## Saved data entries
==*==

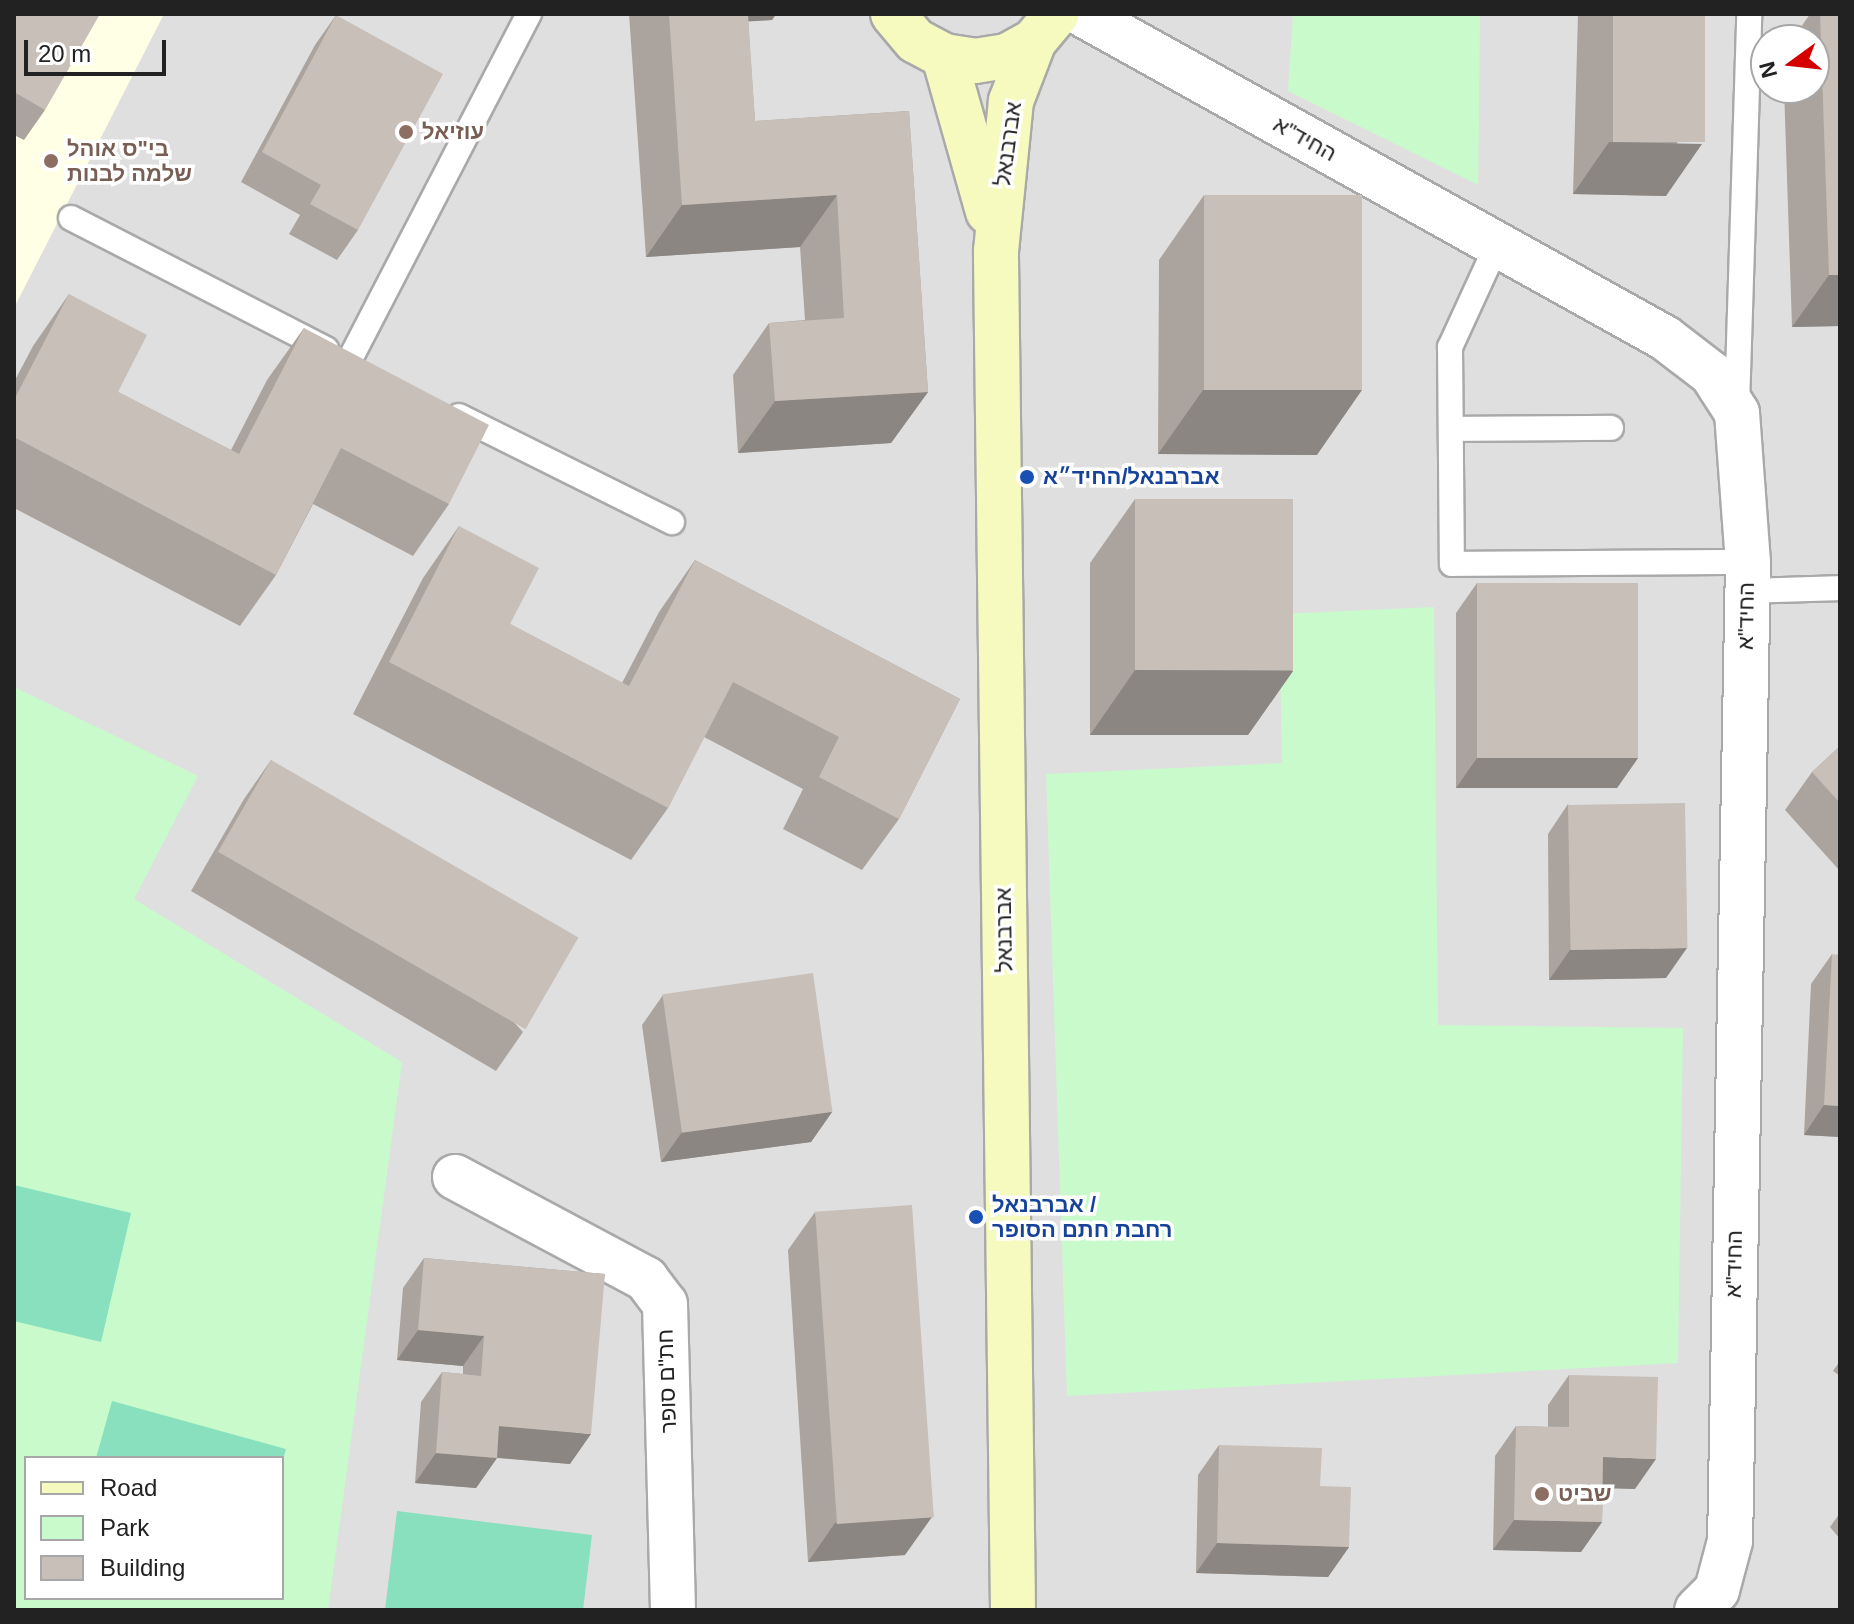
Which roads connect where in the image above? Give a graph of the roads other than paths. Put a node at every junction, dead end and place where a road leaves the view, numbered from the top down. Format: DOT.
graph roads {
  1 [pos="529,14"];
  2 [pos="893,14"];
  3 [pos="1082,14"];
  4 [pos="1750,14"];
  5 [pos="1046,28"];
  6 [pos="944,56"];
  7 [pos="71,218"];
  8 [pos="1497,245"];
  9 [pos="996,251"];
  10 [pos="349,361"];
  11 [pos="378,375"];
  12 [pos="434,403"];
  13 [pos="1737,413"];
  14 [pos="1611,428"];
  15 [pos="1451,429"];
  16 [pos="672,522"];
  17 [pos="1747,576"];
  18 [pos="1840,588"];
  19 [pos="455,1177"];
  20 [pos="1712,1603"];
  21 [pos="673,1610"];
  22 [pos="1013,1610"];
  1 -- 10 [label="lane"];
  2 -- 6 [label="street"];
  3 -- 8 [label="street, החיד\"א"];
  4 -- 13 [label="lane"];
  5 -- 6 [label="street"];
  5 -- 9 [label="street, אברבנאל"];
  6 -- 9 [label="street, אברבנאל"];
  7 -- 10 [label="lane"];
  8 -- 13 [label="street, החיד\"א"];
  8 -- 15 [label="lane"];
  9 -- 22 [label="street, אברבנאל"];
  10 -- 11 [label="lane"];
  12 -- 16 [label="lane"];
  13 -- 17 [label="street, החיד\"א"];
  14 -- 15 [label="lane"];
  15 -- 17 [label="lane"];
  17 -- 18 [label="lane"];
  17 -- 20 [label="street, החיד\"א"];
  19 -- 21 [label="street, חת\"ם סופר"];
}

==*==

## The task
Lines from the entries that contain the string "אברבנאל" are what must be copied.

## Solution
  5 -- 9 [label="street, אברבנאל"];
  6 -- 9 [label="street, אברבנאל"];
  9 -- 22 [label="street, אברבנאל"];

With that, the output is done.